**What needs to be done**: Your answer should be the lines of the listing that contain the word "Sandrup".

======

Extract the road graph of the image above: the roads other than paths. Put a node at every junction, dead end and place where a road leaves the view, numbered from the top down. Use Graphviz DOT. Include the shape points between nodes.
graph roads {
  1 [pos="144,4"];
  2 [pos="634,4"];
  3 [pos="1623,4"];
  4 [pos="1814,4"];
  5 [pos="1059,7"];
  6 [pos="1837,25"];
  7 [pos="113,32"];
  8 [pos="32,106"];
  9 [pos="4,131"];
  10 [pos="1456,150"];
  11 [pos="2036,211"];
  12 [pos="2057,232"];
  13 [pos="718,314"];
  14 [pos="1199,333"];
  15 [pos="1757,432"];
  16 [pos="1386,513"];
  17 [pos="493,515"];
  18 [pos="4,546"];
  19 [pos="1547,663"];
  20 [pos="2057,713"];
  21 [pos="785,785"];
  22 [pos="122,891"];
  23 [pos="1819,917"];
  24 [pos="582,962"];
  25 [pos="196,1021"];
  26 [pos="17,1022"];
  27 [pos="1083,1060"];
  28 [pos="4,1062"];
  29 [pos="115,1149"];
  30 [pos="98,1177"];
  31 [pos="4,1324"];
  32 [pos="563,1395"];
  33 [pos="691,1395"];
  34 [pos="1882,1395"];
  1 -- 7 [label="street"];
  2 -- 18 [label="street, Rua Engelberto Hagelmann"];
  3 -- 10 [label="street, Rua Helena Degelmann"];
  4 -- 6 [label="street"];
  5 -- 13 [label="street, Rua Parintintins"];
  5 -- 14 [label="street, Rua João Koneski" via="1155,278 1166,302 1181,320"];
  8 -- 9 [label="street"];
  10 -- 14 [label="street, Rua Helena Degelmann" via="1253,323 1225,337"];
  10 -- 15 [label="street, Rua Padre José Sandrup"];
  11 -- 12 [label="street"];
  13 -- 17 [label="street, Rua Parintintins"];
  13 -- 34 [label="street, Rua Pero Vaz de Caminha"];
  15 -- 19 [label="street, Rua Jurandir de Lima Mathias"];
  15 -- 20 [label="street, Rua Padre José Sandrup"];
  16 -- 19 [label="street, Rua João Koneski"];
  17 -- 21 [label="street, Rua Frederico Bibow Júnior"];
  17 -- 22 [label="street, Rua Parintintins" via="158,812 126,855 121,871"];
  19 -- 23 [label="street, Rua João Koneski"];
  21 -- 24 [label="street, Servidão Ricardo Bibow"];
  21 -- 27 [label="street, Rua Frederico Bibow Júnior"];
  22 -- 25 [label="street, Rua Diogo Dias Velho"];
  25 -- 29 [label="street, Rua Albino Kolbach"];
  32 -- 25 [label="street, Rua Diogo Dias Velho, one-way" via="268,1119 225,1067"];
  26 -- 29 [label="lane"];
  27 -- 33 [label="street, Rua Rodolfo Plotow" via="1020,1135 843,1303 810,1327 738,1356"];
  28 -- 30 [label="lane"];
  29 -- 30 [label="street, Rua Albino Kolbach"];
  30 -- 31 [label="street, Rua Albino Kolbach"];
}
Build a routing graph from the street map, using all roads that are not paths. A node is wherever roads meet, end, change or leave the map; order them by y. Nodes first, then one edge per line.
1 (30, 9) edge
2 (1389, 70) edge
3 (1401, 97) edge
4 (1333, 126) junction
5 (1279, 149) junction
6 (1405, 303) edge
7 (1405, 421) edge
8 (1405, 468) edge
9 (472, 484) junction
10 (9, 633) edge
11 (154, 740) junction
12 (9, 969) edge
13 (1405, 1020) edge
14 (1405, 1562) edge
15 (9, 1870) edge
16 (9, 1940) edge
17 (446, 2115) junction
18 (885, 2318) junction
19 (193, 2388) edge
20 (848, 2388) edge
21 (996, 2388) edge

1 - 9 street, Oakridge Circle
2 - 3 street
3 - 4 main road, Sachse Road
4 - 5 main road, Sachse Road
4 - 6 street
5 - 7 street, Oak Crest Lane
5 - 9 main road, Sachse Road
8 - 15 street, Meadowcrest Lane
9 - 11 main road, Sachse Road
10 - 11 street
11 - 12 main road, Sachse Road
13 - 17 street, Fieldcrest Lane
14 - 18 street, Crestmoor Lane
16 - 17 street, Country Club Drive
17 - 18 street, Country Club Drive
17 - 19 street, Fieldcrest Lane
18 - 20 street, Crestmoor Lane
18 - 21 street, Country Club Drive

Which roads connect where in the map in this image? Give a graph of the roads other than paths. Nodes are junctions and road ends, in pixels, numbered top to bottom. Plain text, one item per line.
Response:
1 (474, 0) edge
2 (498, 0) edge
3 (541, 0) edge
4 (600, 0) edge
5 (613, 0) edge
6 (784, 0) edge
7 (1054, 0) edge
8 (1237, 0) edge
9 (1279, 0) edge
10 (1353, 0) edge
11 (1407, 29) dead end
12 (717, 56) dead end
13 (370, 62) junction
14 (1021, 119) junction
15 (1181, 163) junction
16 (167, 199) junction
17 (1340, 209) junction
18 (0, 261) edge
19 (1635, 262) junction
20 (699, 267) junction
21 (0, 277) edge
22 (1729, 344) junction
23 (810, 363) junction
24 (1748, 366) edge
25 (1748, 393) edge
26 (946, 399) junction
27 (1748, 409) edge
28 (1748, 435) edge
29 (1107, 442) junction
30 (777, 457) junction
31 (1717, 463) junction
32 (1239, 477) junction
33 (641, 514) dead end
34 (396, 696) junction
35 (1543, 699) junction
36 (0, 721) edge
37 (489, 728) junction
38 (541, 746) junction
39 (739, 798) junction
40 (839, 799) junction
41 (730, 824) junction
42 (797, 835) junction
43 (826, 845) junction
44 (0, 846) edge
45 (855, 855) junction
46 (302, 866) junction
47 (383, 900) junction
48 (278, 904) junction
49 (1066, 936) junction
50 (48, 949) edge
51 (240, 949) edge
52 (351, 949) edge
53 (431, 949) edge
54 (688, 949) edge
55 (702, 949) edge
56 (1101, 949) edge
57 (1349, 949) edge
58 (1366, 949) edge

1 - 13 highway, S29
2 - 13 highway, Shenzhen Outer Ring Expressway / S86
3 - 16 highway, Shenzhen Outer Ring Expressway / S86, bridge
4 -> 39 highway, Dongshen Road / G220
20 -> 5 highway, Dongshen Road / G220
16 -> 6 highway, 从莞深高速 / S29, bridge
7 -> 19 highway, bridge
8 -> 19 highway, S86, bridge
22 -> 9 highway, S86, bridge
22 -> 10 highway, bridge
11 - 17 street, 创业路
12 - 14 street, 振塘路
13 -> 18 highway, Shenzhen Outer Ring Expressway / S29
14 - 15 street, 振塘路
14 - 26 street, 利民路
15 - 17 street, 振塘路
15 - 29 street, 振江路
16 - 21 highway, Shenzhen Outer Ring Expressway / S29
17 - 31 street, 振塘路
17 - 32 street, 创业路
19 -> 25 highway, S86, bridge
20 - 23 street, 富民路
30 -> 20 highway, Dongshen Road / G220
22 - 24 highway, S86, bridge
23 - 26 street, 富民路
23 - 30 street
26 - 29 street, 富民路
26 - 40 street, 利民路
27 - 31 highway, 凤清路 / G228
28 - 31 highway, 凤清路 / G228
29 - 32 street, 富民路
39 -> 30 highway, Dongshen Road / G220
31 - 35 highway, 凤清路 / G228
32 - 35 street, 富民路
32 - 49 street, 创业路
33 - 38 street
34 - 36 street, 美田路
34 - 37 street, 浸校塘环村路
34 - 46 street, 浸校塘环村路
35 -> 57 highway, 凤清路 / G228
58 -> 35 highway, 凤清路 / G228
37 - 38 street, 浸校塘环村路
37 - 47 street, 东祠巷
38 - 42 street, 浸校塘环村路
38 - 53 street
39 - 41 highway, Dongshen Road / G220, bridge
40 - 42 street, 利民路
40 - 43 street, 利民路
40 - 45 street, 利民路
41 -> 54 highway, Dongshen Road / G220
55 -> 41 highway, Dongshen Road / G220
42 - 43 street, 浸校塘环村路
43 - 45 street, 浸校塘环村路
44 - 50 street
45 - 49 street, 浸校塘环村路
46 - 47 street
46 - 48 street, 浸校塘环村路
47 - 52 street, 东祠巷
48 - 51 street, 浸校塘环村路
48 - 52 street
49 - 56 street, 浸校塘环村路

======

**Result of the exercise**:
  10 -- 15 [label="street, Rua Padre José Sandrup"];
  15 -- 20 [label="street, Rua Padre José Sandrup"];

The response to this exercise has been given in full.